__EXERCISE BRIEF__. Lines from the beginning of the entries up to and including the one with "display:grid; place-items:center; width:60px;" must be duplicated word for word; leave out all others.

(Stored data)
------------

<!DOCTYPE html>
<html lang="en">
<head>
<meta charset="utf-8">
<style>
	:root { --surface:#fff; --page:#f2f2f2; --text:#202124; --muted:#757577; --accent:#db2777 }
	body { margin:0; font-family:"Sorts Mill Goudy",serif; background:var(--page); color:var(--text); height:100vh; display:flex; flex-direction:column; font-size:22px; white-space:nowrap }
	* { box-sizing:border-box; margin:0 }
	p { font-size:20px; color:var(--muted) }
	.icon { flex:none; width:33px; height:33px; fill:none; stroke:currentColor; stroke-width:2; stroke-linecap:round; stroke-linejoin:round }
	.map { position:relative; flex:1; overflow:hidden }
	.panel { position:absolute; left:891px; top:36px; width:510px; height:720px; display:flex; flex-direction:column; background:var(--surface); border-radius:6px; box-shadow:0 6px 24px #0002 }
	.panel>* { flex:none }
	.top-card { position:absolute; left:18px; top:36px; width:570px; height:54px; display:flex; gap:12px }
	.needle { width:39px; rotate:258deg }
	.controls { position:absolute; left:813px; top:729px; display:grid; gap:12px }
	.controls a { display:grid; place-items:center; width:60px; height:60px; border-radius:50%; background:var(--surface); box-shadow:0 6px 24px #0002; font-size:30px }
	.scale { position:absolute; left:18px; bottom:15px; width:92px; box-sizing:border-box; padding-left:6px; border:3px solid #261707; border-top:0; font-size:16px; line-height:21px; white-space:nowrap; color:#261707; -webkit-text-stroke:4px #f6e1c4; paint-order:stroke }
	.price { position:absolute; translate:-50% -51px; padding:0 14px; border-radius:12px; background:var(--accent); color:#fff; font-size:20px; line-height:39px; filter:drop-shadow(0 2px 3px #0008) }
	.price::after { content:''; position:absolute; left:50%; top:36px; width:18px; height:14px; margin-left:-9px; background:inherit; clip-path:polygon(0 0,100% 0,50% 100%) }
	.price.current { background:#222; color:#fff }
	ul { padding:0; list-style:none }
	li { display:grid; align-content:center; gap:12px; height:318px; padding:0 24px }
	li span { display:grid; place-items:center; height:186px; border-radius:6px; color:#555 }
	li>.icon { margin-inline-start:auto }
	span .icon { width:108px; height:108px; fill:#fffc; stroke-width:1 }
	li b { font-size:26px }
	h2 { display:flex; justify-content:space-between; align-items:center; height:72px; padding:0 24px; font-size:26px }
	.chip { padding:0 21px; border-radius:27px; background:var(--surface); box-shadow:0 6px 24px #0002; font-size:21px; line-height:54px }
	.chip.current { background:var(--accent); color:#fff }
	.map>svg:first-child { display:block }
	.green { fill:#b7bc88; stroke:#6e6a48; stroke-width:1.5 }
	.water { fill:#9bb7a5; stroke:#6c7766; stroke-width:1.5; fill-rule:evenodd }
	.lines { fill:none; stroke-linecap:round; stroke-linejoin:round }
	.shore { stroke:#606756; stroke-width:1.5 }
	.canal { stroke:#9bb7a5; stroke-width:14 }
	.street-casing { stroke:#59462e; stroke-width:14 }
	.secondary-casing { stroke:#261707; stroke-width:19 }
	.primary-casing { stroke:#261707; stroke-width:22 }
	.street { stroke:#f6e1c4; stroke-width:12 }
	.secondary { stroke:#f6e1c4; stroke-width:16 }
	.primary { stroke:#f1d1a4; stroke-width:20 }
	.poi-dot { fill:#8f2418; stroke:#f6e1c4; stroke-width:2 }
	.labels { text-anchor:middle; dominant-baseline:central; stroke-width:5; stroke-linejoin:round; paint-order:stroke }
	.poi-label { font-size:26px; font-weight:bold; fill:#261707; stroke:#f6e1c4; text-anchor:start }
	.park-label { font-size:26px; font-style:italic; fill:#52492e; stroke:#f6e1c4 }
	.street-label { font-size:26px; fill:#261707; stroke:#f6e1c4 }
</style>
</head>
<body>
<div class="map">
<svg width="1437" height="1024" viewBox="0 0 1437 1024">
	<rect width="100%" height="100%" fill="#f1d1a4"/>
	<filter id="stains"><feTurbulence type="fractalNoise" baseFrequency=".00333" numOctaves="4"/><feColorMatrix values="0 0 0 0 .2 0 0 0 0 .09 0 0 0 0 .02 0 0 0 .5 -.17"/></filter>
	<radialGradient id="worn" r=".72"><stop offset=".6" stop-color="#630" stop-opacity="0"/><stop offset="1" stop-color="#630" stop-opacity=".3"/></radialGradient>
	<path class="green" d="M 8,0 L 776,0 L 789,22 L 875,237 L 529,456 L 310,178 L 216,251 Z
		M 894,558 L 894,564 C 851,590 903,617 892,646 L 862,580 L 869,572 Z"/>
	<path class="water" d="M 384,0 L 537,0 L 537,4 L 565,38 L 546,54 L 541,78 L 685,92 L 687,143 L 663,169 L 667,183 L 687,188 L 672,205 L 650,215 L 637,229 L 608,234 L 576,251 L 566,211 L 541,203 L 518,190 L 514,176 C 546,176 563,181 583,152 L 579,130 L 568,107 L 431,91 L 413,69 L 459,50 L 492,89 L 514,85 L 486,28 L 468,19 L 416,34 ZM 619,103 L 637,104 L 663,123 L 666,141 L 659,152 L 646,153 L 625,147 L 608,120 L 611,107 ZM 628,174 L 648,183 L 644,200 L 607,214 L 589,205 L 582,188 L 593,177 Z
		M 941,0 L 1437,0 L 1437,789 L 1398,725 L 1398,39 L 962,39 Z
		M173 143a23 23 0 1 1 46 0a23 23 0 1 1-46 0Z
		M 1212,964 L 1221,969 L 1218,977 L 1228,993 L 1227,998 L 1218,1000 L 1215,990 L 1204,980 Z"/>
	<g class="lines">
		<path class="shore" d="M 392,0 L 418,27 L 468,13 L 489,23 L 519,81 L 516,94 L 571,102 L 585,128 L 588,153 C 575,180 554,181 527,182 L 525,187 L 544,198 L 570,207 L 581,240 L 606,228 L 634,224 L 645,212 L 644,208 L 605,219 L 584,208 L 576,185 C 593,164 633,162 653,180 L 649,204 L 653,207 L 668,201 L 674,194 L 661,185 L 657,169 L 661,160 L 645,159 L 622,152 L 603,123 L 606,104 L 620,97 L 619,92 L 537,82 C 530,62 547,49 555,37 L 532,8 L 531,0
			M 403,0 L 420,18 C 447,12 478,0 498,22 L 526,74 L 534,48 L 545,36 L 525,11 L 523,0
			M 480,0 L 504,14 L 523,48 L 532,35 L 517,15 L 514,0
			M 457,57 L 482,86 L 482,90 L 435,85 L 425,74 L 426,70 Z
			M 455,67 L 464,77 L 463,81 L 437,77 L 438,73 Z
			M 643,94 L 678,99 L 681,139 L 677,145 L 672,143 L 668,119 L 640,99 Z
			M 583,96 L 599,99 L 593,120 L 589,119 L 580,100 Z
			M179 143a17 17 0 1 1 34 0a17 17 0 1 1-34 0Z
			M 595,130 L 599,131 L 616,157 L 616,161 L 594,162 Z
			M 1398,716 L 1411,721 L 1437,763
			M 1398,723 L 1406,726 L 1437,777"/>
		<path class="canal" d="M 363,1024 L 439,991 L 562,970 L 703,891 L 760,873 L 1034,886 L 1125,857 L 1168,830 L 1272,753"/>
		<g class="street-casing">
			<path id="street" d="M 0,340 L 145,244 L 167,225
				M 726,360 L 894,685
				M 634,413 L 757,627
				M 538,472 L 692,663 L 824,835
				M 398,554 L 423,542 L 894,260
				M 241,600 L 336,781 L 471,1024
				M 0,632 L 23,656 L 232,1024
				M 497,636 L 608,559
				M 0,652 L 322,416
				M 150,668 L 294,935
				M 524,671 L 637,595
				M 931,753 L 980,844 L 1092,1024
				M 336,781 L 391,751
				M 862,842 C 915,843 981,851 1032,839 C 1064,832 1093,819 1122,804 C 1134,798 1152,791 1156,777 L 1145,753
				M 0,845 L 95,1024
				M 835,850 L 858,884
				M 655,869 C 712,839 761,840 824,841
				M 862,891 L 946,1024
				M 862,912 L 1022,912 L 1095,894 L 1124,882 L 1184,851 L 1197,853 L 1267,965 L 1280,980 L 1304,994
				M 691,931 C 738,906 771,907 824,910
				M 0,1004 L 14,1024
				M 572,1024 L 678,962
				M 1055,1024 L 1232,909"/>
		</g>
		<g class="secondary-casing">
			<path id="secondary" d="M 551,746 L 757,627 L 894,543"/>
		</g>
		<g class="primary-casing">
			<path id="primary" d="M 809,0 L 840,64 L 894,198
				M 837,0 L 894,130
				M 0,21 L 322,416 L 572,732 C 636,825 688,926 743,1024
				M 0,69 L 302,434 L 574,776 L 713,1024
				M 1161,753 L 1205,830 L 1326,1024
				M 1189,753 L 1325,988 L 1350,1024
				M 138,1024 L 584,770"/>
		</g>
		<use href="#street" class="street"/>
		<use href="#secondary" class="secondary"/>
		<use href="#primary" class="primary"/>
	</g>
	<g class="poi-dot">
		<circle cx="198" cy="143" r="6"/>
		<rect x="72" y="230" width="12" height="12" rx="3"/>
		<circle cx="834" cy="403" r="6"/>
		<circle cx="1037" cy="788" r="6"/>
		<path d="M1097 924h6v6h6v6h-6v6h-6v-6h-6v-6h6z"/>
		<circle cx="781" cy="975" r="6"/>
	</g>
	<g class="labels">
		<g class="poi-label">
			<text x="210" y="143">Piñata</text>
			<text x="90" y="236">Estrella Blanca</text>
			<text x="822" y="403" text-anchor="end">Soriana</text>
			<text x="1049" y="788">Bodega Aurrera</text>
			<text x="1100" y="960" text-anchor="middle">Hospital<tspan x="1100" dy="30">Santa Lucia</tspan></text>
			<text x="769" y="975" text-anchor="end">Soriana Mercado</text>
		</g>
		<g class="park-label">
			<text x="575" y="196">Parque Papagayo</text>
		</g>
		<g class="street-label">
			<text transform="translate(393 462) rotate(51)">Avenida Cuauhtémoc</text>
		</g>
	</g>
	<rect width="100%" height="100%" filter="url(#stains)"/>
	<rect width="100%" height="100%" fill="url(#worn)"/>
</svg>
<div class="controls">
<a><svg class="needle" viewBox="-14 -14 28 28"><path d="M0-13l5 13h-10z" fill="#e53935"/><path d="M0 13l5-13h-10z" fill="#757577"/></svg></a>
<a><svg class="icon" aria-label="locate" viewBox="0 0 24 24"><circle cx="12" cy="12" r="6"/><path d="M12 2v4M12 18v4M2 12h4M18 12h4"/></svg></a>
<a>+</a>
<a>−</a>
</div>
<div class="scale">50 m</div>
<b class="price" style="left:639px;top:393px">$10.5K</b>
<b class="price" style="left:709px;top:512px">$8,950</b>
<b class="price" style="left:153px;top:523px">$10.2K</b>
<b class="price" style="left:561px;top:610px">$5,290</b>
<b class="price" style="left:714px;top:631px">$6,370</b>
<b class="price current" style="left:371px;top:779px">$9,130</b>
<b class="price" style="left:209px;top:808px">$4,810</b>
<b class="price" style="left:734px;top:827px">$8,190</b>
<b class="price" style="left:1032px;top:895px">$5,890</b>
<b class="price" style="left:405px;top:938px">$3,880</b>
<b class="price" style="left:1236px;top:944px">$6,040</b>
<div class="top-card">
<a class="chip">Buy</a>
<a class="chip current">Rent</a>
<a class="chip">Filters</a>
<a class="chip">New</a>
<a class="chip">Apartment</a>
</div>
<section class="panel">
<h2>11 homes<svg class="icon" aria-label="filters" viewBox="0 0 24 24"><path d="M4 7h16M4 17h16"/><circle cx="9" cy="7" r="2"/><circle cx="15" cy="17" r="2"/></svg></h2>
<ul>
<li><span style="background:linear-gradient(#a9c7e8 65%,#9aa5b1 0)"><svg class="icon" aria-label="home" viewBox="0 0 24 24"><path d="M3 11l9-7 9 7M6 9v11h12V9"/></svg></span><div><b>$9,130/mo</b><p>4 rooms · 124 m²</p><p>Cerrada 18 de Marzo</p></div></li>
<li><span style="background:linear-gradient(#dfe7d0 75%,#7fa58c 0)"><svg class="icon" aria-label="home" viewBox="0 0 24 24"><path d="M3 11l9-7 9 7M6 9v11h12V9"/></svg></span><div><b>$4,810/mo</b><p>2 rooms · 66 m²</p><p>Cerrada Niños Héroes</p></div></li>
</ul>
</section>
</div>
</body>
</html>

------------

__THE ANSWER__.
<!DOCTYPE html>
<html lang="en">
<head>
<meta charset="utf-8">
<style>
	:root { --surface:#fff; --page:#f2f2f2; --text:#202124; --muted:#757577; --accent:#db2777 }
	body { margin:0; font-family:"Sorts Mill Goudy",serif; background:var(--page); color:var(--text); height:100vh; display:flex; flex-direction:column; font-size:22px; white-space:nowrap }
	* { box-sizing:border-box; margin:0 }
	p { font-size:20px; color:var(--muted) }
	.icon { flex:none; width:33px; height:33px; fill:none; stroke:currentColor; stroke-width:2; stroke-linecap:round; stroke-linejoin:round }
	.map { position:relative; flex:1; overflow:hidden }
	.panel { position:absolute; left:891px; top:36px; width:510px; height:720px; display:flex; flex-direction:column; background:var(--surface); border-radius:6px; box-shadow:0 6px 24px #0002 }
	.panel>* { flex:none }
	.top-card { position:absolute; left:18px; top:36px; width:570px; height:54px; display:flex; gap:12px }
	.needle { width:39px; rotate:258deg }
	.controls { position:absolute; left:813px; top:729px; display:grid; gap:12px }
	.controls a { display:grid; place-items:center; width:60px; height:60px; border-radius:50%; background:var(--surface); box-shadow:0 6px 24px #0002; font-size:30px }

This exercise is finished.